Jakarta, KPonline – Jika sedang ke Jakarta, Trans Jabodetabek hampir selalu menjadi andalan saya. Rutenya, Balaraja – Grogol. Naik kendaraan ini, seringkali saya berhenti di halte Taman Anggrek, untuk kemudian berganti Trans Jakarta.
Duduk di dalam kendaraan seperti ini, bagi saya adalah waktu untuk melakukan kontemplasi. Seringkali saya memejamkan mata. Menyandarkan kepala. Mendengarkan nada-nada yang ada di dalam jiwa.
“Sehari bisa bolak-balik tiga hingga lima kali.” Saya mendengar dia sedang menjawab pertanyaan yang ada di bangku depan.
Owh. Suara sopir itu. Sudah tidak lagi muda. Tetapi dari nada kalimatnya, ia menyimpan energi yang besar.

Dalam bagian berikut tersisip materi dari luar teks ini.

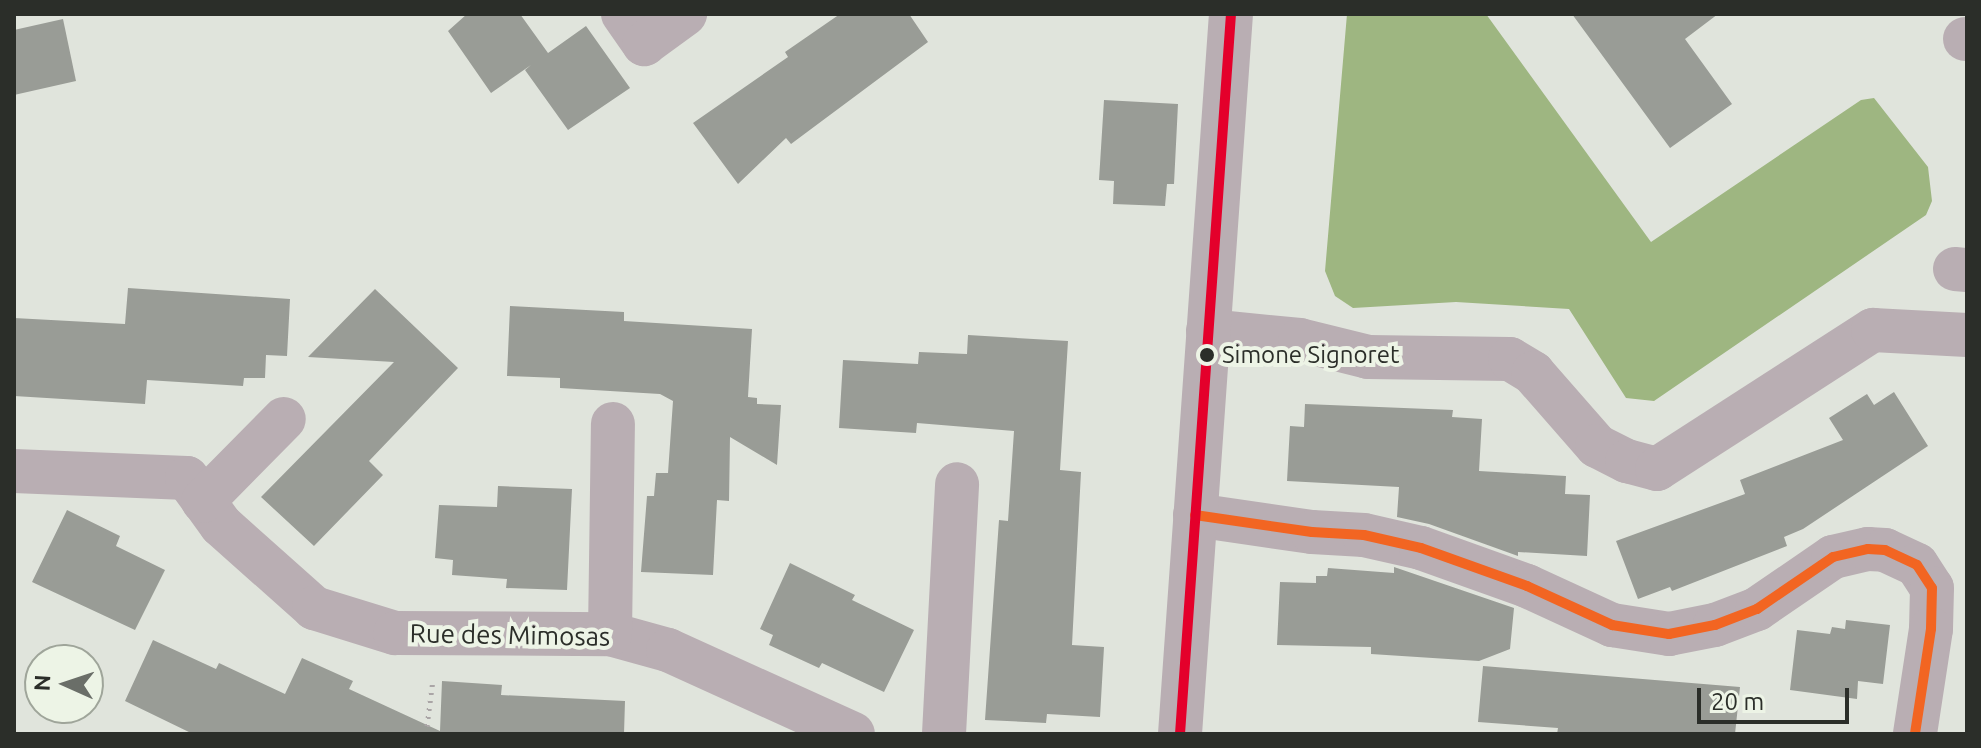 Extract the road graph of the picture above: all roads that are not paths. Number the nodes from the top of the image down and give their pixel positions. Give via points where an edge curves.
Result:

“Anak saya menyuruh berhenti. Tetapi badan saya sakit semua kalau tidak kerja.” Lagi. Kalimat yang heroik itu.
Saya sering mendengar kalimat senada. Orang-orang yang menolak dianggap lemah. Orang-orang yang masih bertenaga di usia senja.
Kemarin, misalnya, saya baru saja ke rumah Babe Ridwan. Dia adalah fotografer senior di Media Perdjoeangan.
Kami berbincang banyak hal. Hingga kemudian, dia mengungkapkan ini: “Saya tersinggung kalau pas memegang kamera video ada yang mau menggantikan. Saya masih kuat. Sehat. Nggak mau saya dikasihani.”
Saya tertawa mendengarnya. Membenarkan ucapannya.
Di titik ini saya menyadari satu kalimat yang fenomenal itu. Lebih baik capek karena kerja, daripada capek mencari kerja.
Kaum buruh adalah pertarung. Bagaimana dia melawan lelahnya. Mengabaikan resahnya. Untuk kemudian terus bekerja. Bahkan di usia yang senja.
“Meski hanya jadi sopir, syukur alhamdulilah anak-anak semuanya bisa sekolah.” Sopir di depan kembali bersuara.
Saya membuka mata. Jalanan macet. Baru sampai di rest area Karangtengah.
Saya tak berani mengeluh. Toh saya masih bisa menyandarkan kepala sambil memejamkan mata. Sementara pak tua itu, bahkan lima kali melintasi jalanan ini untuk merasakan kemacetan yang sama.
Kalimatnya barusan mengingatkan saya tentang makna perjuangan. Ini bukan semata-mata tentang kita. Tetapi juga tentang generasi yang akan lahir esok hari.
Tidak apa-apa kita berlelah-lelah sekarang. Asalkan anak-anak kita tidak bernasib sama dengan kita. Barangkali, pesan itulah yang hendak disampaikan pak sopir yang saban hari harus bergelut dengan kemacetan Jakarta.